Research!America Health Research Forum Features Pandemic Response Leaders

From September 8-11, Research!America virtually hosted the 2020 National Health Research Forum, an annual meeting bringing together leaders in the research community, federal agency officials, and national media to highlight current trends in health research and the effect of those trends on public policy decisions.  This year’s theme was Straight Talk: Securing a Science-Strong Future, which was stated to be a focus on the impact of the COVID-19 pandemic on multiple facets of the U.S. research enterprise. The virtual event featured appearances from several high level government officials including the U.S. Secretary of Health and Human Services Alex Azar, Director of the National Institutes of Health Francis Collins, Director of the National Institute of Allergy and Infectious Diseases Anthony Fauci, Director of the Centers for Disease Control and Prevention Robert Redfield, Congresswoman Diana DeGette (D-CO), Congressman Fred Upton (R-MI), and many others.

The speakers and panel discussions covered a wide swath of research related issues, including issues such as diversity and inclusion in research, equity in healthcare, the sustainability of the research enterprise, public confidence and behavior towards a COVID-19 vaccine, and the timeline for developing a COVID-19 vaccine or vaccines.
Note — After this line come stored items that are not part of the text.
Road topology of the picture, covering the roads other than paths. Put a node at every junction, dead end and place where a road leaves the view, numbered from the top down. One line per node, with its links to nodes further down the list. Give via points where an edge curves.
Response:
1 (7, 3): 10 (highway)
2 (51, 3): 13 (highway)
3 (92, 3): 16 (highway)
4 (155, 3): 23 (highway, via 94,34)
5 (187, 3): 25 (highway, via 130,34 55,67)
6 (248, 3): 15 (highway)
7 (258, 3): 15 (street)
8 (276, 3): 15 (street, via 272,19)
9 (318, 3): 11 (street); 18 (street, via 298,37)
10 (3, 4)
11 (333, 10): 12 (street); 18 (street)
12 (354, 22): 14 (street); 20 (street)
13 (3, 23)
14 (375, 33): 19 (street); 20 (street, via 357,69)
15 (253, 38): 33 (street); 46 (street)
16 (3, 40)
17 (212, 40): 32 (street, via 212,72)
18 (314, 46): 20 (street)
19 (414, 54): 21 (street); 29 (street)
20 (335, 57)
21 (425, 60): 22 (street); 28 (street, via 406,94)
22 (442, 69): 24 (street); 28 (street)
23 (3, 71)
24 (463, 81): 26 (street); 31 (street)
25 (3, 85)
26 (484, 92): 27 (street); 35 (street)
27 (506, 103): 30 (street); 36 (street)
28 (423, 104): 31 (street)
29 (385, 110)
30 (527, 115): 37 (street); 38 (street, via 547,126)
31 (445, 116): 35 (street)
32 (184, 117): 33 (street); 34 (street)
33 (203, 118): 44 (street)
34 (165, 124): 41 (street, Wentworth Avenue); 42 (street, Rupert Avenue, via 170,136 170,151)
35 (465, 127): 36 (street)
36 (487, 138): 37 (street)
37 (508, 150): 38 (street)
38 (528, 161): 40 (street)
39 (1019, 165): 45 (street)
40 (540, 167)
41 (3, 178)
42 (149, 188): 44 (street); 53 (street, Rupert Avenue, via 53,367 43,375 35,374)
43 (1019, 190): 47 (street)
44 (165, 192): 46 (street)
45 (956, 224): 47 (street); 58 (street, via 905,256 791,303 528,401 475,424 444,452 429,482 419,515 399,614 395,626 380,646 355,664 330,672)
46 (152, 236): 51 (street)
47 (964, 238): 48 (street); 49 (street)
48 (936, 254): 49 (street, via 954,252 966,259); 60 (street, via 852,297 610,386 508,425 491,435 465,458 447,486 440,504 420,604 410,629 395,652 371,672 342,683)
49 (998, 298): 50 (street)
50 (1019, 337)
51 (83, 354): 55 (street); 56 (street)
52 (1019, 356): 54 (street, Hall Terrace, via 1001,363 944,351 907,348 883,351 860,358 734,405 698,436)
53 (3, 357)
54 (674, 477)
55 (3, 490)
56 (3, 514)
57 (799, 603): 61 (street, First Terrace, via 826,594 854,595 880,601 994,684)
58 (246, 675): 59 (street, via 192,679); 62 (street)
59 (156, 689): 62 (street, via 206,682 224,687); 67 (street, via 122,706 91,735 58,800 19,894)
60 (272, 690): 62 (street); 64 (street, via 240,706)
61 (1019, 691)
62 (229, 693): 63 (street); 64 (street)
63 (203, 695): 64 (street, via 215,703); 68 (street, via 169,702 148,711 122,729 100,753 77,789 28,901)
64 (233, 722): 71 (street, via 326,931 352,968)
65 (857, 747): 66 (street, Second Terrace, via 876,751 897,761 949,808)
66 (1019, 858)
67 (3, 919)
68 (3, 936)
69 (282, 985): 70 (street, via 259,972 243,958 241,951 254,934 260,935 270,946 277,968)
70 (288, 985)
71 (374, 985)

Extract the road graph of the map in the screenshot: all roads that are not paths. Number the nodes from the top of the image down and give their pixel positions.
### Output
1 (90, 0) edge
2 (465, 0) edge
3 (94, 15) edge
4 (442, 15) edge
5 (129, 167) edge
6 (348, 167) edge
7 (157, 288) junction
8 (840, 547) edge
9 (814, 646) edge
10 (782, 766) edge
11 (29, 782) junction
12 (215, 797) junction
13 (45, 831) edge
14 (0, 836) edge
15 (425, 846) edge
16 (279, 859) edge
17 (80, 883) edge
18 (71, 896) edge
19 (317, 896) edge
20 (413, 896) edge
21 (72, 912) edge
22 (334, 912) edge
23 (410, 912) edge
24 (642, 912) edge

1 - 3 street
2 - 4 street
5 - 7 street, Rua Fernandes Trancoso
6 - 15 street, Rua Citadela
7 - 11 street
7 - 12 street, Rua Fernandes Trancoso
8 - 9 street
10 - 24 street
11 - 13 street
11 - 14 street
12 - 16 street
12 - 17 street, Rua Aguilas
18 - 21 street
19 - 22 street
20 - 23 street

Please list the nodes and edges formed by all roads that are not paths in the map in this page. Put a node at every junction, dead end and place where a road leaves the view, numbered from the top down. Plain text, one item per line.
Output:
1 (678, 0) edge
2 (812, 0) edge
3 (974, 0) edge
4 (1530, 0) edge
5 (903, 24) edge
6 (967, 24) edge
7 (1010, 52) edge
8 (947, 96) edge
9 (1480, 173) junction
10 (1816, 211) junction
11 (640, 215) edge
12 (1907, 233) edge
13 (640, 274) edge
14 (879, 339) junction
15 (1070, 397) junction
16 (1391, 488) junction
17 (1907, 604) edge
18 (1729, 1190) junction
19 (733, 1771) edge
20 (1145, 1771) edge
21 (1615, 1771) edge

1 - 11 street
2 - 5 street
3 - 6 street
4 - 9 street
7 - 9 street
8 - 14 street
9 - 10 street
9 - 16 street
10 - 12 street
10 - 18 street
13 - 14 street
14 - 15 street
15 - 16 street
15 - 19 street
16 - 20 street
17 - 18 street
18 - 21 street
Social and behavioral science was highlighted in several of the sessions, including those discussing public opinion of science and research, methods to increase compliance in COVID-19 prevention techniques, and in modeling behavior regarding flu vaccinations during a pandemic. In a notable segment, Dr. Fauci asserted during his speaking segment that he was confident for a vaccine to be ready by the end of 2020, but likely not before the November 3rd election. More information about the forum is available on the Research!America website.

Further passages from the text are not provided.